▶ _Exercise requirements_:
Report every line in the records below that holds the word "road".

Segment Start: Source data

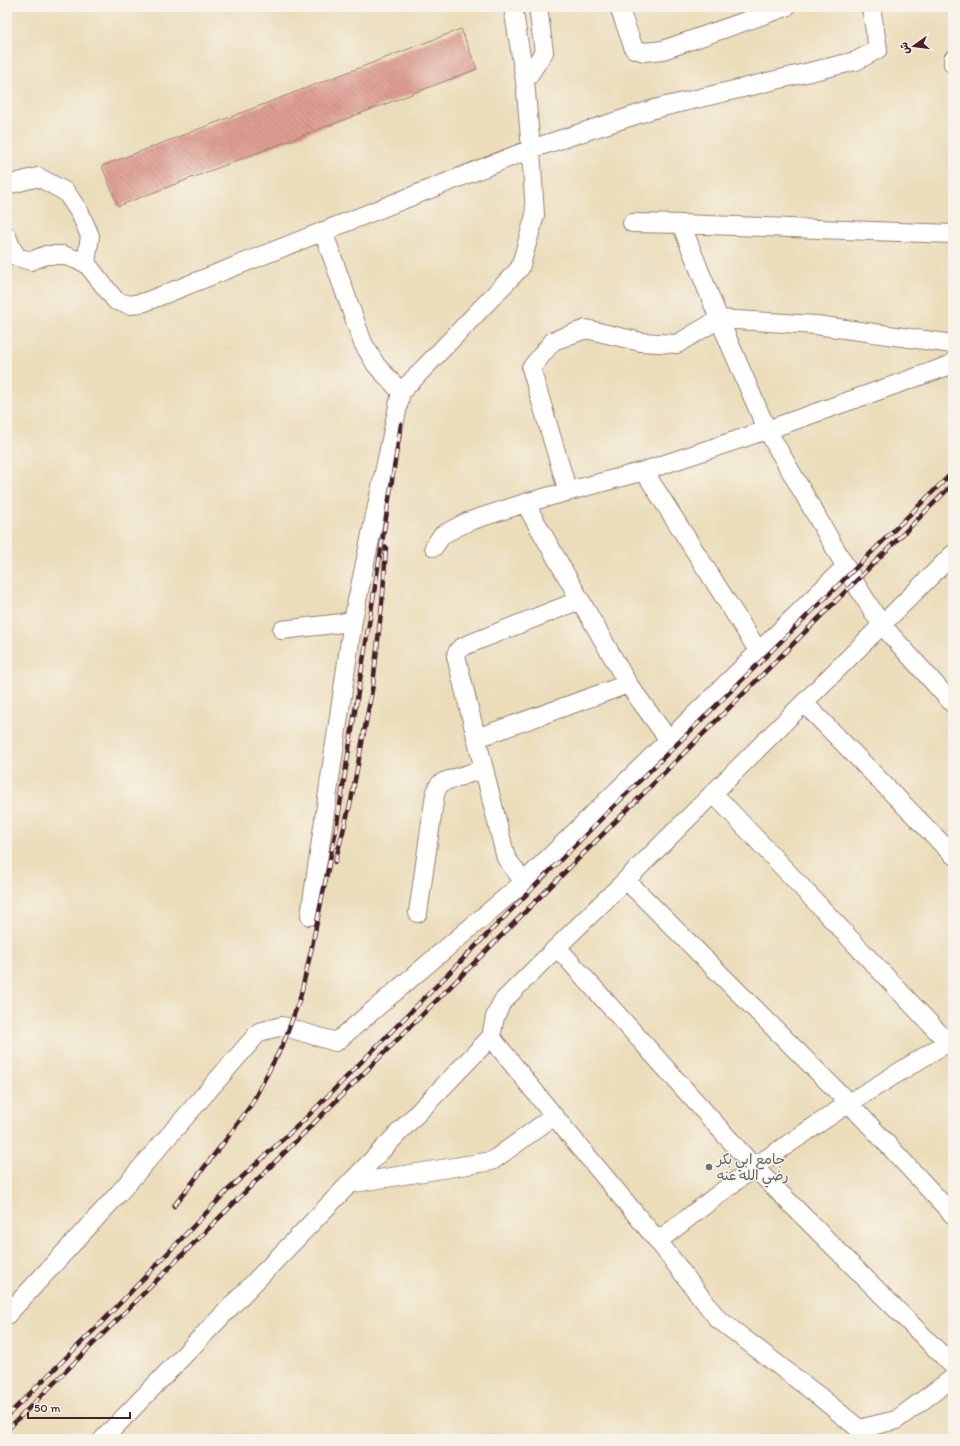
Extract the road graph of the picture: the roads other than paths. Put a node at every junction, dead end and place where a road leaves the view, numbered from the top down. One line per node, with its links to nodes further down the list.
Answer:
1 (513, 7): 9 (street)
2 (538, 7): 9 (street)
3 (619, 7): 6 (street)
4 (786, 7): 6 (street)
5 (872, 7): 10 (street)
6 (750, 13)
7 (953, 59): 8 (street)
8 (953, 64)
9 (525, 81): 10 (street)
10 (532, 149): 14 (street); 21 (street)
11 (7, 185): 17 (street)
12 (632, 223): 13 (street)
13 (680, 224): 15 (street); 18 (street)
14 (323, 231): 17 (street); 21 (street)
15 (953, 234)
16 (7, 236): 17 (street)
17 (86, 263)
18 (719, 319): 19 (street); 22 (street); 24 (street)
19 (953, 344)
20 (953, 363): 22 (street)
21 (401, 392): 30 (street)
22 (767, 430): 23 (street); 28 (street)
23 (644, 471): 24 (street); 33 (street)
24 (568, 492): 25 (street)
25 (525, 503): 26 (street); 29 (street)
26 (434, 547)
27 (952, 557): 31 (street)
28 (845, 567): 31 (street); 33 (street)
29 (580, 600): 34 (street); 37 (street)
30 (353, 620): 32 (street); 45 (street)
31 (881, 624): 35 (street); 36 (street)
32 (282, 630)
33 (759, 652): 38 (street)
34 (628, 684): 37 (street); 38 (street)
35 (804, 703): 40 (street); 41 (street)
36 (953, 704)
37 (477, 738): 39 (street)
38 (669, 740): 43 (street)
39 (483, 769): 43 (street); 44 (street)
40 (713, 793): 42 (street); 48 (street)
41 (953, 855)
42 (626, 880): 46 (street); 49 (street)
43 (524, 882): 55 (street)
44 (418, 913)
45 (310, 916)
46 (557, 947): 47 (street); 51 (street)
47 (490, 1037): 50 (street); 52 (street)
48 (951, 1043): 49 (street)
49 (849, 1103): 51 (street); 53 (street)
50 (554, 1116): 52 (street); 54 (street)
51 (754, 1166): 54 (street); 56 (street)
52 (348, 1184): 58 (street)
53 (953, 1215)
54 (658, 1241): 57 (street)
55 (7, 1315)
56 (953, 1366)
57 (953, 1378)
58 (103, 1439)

Segment End: Source data
Segment Start: Source data

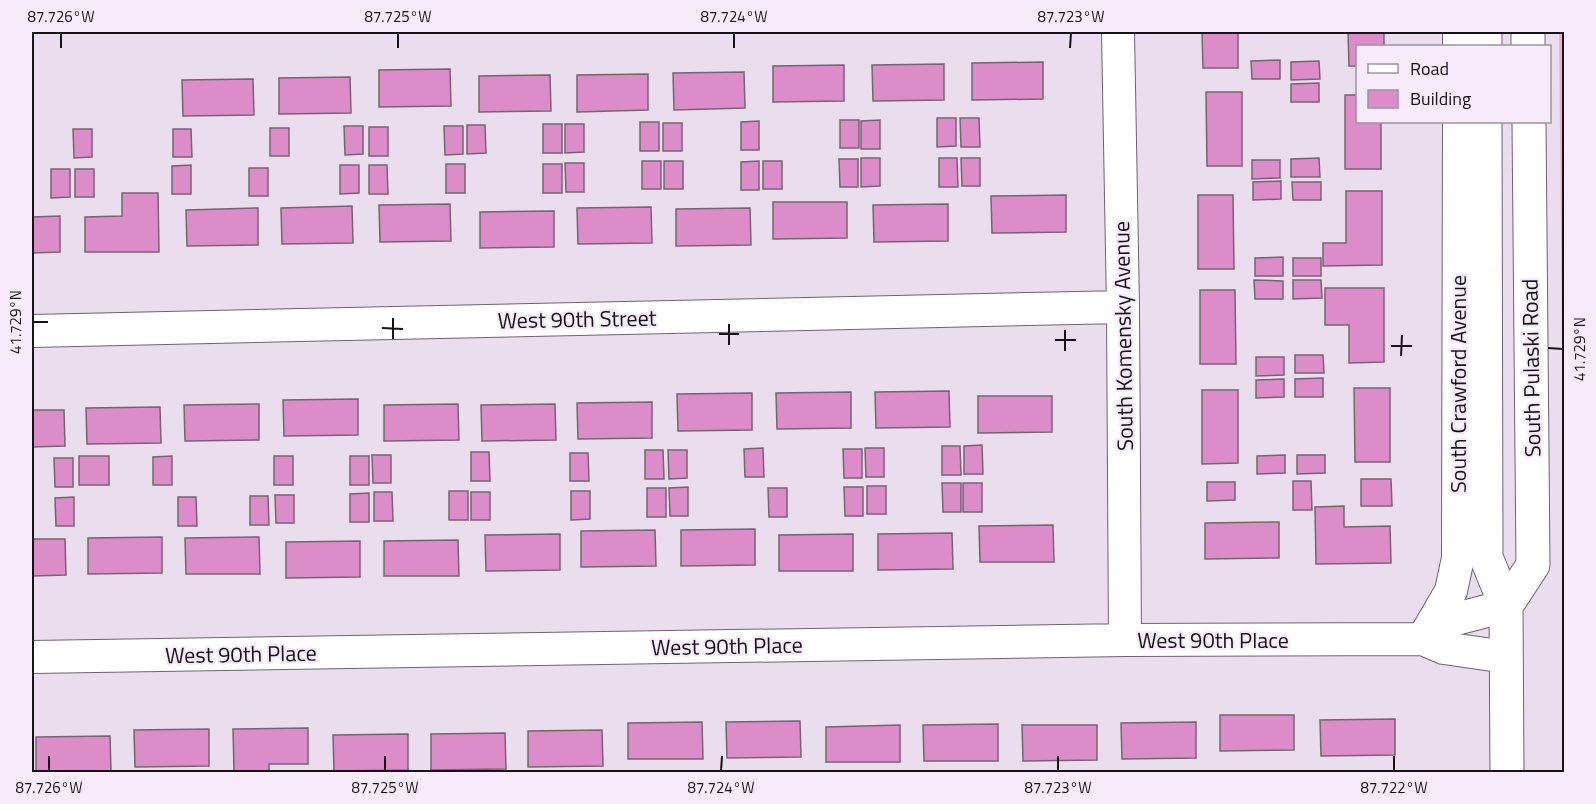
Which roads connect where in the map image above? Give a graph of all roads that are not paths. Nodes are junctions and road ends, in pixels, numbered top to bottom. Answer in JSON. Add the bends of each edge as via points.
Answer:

Segment End: Source data

▶ _Exercise solution_:
Extract the road graph of the picture: the roads other than paths. Put a node at every junction, dead end and place where a road leaves the view, numbered from the top down. One line per node, with its links to nodes further down the list.
Which roads connect where in the map image above? Give a graph of all roads that are not paths. Nodes are junctions and road ends, in pixels, numbered top to bottom. Answer in JSON. Add the bends of each edge as via points.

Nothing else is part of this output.